=== Records provided ===

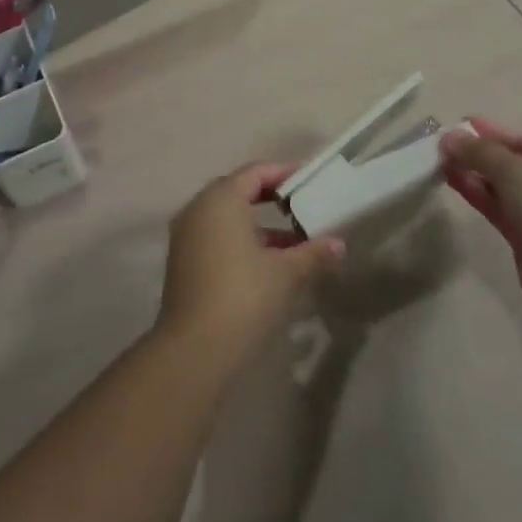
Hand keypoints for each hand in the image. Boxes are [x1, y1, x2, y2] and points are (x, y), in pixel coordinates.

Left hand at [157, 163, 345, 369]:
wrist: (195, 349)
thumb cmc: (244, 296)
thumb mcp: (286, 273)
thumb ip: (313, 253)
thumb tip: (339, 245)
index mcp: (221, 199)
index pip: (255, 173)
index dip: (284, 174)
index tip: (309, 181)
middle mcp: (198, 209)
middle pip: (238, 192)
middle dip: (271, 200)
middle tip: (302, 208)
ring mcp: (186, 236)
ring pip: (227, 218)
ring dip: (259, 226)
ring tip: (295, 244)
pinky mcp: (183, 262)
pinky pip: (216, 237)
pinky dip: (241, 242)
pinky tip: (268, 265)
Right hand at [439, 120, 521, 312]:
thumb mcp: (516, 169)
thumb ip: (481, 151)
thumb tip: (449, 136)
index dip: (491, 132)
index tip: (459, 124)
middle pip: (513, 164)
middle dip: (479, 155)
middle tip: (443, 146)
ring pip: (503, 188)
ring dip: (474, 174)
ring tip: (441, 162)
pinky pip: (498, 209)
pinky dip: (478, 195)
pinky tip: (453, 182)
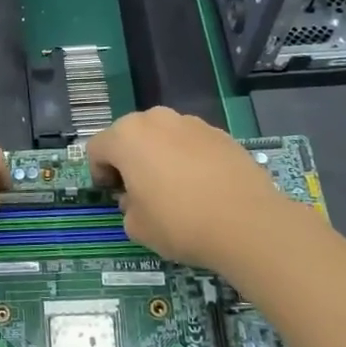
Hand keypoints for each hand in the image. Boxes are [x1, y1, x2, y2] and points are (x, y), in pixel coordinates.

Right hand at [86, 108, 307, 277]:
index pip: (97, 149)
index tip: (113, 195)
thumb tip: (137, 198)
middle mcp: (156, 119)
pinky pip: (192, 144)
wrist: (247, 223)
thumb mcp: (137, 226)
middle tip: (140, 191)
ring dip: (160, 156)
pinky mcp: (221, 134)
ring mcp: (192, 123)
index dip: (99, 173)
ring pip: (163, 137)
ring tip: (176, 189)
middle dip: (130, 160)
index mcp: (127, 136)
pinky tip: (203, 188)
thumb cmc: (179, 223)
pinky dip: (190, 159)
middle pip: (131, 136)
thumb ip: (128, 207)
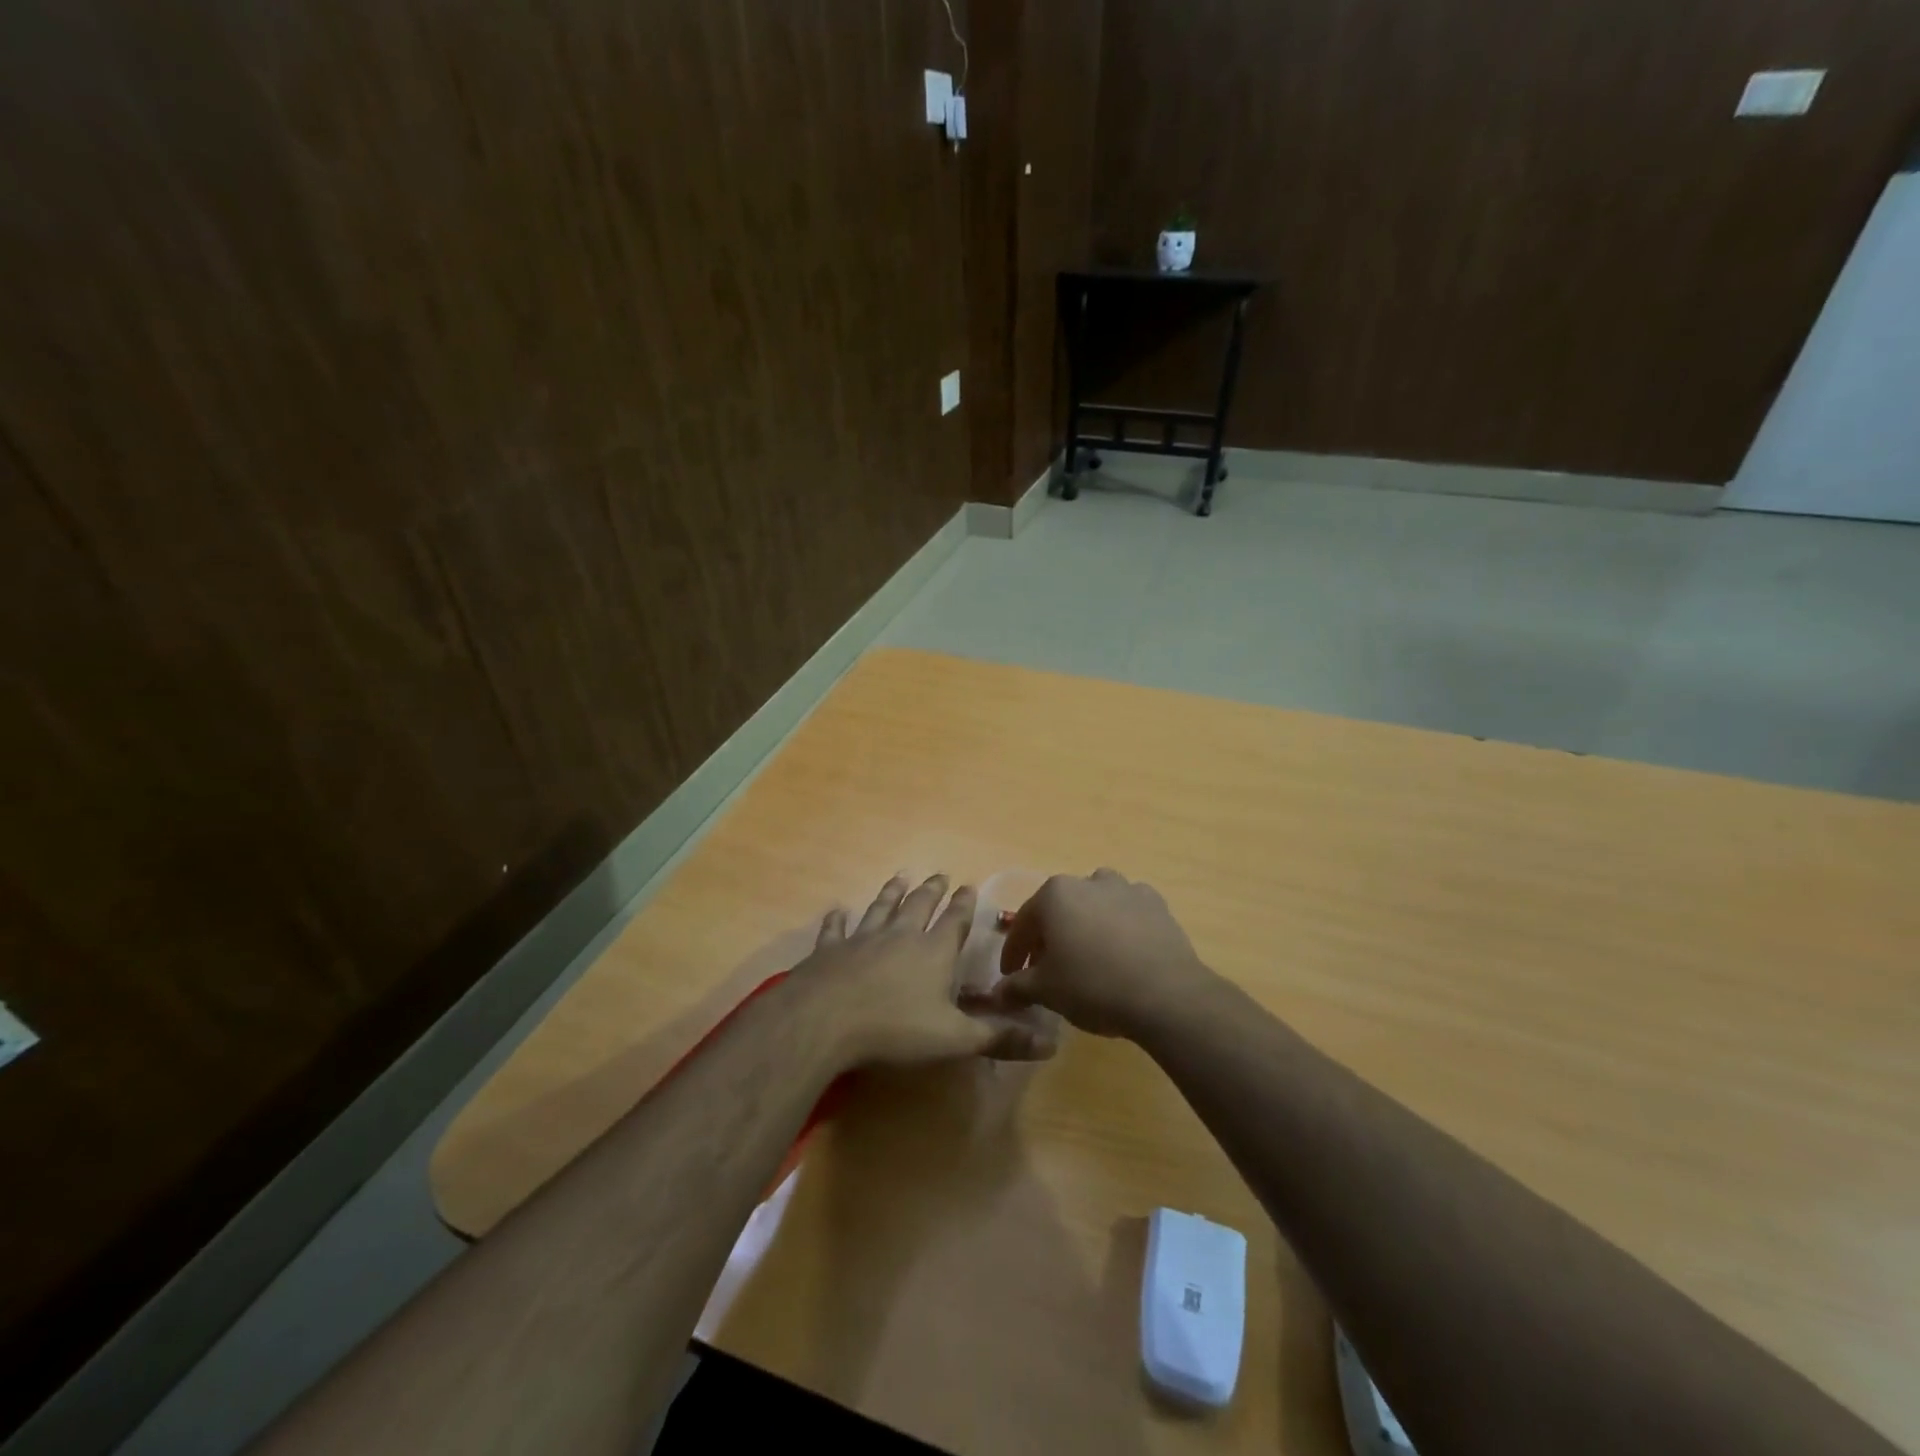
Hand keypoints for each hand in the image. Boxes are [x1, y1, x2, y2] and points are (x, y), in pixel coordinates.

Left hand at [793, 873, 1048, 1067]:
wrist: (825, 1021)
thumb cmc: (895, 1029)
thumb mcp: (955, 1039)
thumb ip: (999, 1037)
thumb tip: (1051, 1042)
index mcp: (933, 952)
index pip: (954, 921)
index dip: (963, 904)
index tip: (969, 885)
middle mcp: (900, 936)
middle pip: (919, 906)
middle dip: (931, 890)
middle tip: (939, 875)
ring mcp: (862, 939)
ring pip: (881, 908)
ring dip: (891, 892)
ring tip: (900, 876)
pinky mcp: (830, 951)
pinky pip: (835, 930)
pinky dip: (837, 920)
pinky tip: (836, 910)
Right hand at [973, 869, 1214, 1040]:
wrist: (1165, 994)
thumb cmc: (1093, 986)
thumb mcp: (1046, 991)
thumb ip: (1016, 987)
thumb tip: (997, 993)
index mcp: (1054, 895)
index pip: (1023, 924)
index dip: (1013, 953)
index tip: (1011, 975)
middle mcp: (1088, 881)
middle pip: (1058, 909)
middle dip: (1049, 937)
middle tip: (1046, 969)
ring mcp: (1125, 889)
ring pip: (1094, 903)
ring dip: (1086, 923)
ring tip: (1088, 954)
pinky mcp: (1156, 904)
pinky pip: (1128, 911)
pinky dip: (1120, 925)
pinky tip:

===

Description of the task –
Everything in the entries except the images must be copied exactly.

Solution to the exercise –
Hand keypoints for each hand in the image. Boxes are [x1, y1, x2, y2] and points are (x, y), in pixel coordinates.

Left hand at [157, 163, 345, 369]:
wrist: (195, 349)
thumb cmc: (244, 296)
thumb mcp: (286, 273)
thumb ip: (313, 253)
thumb tip: (339, 245)
index mcp: (221, 199)
index pip: (255, 173)
index dip: (284, 174)
index tip: (309, 181)
middle mcp: (198, 209)
middle pip: (238, 192)
middle dip: (271, 200)
middle tip: (302, 208)
ring mcp: (186, 236)
ring pip: (227, 218)
ring dip: (259, 226)
ring tip: (295, 244)
pinky mcp: (183, 262)
pinky pip: (216, 237)
pinky dip: (241, 242)
pinky tip: (268, 265)
Right hand at [439, 120, 521, 312]:
thumb mcp: (516, 169)
thumb ip: (481, 151)
thumb tip: (449, 136)
index dip: (491, 132)
index tip: (459, 124)
middle pip: (513, 164)
middle dip: (479, 155)
middle tip: (443, 146)
ring pip: (503, 188)
ring dip: (474, 174)
ring tip: (441, 162)
pinky pip: (498, 209)
pinky dip: (478, 195)
pinky tip: (453, 182)
Hand keypoints for each hand in the image. Boxes are [x1, y1, x2, y2] and points are (x, y), in pixel coordinates.

Right hand at [86, 108, 307, 277]:
index pip: (97, 149)
index tip: (113, 195)
thumb tip: (137, 198)
middle mcp: (156, 119)
pinky pip: (192, 144)
wrist: (247, 223)
thumb mcp: (137, 226)
middle tip: (140, 191)
ring dip: (160, 156)
pinky mcp: (221, 134)
ring mcp: (192, 123)
index dip: (99, 173)
ring pip: (163, 137)
ring tip: (176, 189)
middle dip: (130, 160)
index mcp: (127, 136)
pinky tip: (203, 188)
thumb cmc: (179, 223)
pinky dip: (190, 159)
middle pip: (131, 136)
thumb ip: (128, 207)
Hand keypoints for each hand in the image. Boxes are [x1, y1, x2, y2] and points are (x, y), in pixel coordinates.

Left hand at [793, 873, 1048, 1067]:
wrist: (825, 1021)
thumb cmc: (895, 1029)
thumb mcp: (955, 1039)
thumb ip: (999, 1037)
thumb tip: (1051, 1042)
index mcp: (933, 952)
index pip: (954, 921)
index dip: (963, 904)
index tip: (969, 885)
middle mcp: (900, 936)
middle pip: (919, 906)
middle dip: (931, 890)
middle tip: (939, 875)
ring mcp: (862, 939)
ring pip: (881, 908)
ring dip: (891, 892)
ring tip: (900, 876)
pinky mcp: (830, 951)
pinky pip: (835, 930)
pinky dip: (837, 920)
pinky tip: (836, 910)
Right hand at [973, 869, 1214, 1040]:
wrist: (1165, 994)
thumb cmc: (1093, 986)
thumb mcp: (1046, 991)
thumb ip: (1016, 987)
thumb tip: (997, 993)
index mcp: (1054, 895)
index pip: (1023, 924)
index dip: (1013, 953)
index tip: (1011, 975)
middle mcp: (1088, 881)
middle pip: (1058, 909)
middle dip: (1049, 937)
middle tip: (1046, 969)
ring mcp: (1125, 889)
ring pip: (1094, 903)
ring dip: (1086, 923)
ring tip: (1088, 954)
pinky mcp: (1156, 904)
pinky pip: (1128, 911)
pinky dip: (1120, 925)
pinky tip:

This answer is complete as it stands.